WHAT YOU HAVE TO DO: Show every line of the data that contains the string "Numanstraat".

AVAILABLE RECORDS:
────────────────
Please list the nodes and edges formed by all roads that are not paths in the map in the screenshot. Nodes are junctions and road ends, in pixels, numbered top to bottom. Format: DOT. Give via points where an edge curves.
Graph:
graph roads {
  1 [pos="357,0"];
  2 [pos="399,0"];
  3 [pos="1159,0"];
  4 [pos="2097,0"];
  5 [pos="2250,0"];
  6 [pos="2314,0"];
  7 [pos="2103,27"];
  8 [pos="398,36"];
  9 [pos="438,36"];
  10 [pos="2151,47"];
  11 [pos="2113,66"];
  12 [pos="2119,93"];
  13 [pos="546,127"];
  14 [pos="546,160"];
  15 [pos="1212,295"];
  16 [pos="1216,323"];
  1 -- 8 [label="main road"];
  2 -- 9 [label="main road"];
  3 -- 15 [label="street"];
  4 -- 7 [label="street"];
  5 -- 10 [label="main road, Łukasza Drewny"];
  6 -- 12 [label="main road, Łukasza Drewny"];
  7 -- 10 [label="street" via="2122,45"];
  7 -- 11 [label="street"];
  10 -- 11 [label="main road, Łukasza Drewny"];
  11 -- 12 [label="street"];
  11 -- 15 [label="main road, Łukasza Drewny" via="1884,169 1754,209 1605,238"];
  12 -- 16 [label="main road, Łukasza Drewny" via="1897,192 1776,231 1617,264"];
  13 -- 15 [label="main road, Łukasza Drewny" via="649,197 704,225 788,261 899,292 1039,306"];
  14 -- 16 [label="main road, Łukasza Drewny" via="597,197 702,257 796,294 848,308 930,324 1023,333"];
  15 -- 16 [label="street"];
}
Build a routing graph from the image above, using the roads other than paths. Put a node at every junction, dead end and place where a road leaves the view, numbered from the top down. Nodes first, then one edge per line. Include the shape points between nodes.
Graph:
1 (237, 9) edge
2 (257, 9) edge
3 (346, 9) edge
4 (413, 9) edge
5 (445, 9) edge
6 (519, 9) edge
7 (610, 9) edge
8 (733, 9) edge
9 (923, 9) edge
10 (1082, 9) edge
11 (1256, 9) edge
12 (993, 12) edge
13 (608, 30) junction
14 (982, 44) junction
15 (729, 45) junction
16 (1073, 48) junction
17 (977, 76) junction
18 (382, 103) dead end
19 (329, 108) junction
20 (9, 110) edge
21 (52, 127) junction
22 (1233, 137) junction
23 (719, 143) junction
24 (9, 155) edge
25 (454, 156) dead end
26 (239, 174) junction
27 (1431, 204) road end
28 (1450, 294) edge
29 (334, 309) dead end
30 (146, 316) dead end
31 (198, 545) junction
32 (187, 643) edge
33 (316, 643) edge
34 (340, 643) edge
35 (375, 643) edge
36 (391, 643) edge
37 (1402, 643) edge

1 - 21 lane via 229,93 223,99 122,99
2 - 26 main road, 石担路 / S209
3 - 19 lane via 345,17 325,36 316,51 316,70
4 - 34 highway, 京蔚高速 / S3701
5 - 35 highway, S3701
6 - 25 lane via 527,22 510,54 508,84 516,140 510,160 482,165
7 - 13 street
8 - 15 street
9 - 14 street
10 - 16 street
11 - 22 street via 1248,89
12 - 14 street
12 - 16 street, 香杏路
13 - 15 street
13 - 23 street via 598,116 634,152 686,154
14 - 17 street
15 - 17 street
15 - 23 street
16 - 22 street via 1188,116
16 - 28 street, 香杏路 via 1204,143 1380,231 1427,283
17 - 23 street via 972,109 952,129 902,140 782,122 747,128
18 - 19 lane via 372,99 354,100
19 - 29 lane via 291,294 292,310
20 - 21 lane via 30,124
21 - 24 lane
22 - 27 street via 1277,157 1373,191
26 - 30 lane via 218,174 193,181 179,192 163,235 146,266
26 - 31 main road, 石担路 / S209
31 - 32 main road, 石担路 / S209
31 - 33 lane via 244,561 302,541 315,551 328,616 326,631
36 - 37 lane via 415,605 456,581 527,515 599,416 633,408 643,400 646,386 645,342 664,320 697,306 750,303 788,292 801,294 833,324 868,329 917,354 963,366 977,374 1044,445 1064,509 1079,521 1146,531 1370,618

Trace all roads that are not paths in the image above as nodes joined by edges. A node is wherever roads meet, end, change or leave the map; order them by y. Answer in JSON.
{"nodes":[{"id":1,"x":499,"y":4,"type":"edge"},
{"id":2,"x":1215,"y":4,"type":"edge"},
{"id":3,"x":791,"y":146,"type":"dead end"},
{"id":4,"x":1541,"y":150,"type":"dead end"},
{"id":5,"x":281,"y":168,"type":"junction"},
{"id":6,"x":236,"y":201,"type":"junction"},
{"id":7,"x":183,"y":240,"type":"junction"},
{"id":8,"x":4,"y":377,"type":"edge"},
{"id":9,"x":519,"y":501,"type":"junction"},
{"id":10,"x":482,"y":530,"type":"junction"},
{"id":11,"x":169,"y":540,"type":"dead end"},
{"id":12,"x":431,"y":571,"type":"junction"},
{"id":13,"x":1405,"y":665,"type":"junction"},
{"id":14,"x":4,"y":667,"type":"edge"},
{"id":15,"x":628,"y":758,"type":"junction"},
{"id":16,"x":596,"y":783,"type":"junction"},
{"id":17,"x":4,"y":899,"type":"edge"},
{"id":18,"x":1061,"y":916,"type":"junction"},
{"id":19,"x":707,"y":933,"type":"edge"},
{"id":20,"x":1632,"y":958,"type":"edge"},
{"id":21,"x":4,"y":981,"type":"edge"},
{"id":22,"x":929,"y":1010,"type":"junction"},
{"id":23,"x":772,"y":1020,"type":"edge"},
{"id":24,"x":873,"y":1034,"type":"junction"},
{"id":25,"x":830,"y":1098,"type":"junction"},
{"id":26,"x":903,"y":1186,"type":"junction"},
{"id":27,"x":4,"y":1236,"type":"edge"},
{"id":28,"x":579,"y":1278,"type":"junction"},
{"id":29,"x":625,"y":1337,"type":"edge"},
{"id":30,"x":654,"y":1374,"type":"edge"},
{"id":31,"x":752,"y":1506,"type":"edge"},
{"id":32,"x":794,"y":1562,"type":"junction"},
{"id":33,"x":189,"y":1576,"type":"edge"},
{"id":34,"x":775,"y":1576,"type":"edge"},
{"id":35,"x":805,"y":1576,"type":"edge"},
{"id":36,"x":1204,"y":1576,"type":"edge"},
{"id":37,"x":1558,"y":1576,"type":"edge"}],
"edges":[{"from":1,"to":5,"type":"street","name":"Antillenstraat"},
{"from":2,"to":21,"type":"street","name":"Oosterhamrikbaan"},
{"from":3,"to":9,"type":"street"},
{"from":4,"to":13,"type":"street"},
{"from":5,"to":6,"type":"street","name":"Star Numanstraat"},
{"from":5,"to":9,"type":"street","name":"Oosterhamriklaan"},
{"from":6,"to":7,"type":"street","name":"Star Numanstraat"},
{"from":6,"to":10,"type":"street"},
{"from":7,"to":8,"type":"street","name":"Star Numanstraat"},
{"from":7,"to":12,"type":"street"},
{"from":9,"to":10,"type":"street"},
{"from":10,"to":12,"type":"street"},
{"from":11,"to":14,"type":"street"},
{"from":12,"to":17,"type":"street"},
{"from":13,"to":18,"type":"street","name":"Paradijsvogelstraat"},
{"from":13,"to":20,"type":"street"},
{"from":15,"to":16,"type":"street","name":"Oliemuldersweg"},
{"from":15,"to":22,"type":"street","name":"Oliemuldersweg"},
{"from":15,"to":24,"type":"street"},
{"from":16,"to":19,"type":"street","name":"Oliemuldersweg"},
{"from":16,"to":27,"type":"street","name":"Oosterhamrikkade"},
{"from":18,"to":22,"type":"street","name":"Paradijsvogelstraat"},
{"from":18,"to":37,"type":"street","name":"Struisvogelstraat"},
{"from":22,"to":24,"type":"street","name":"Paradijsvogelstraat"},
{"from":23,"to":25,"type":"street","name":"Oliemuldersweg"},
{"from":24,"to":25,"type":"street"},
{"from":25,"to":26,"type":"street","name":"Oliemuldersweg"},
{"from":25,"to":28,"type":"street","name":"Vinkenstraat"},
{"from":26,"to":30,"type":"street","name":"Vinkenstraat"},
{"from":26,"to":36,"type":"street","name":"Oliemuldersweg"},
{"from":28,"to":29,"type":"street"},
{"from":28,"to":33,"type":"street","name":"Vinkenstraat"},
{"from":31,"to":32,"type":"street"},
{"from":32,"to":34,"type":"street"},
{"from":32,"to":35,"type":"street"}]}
────────────────
TASK ANSWER:
{"from":5,"to":6,"type":"street","name":"Star Numanstraat"},
{"from":6,"to":7,"type":"street","name":"Star Numanstraat"},
{"from":7,"to":8,"type":"street","name":"Star Numanstraat"},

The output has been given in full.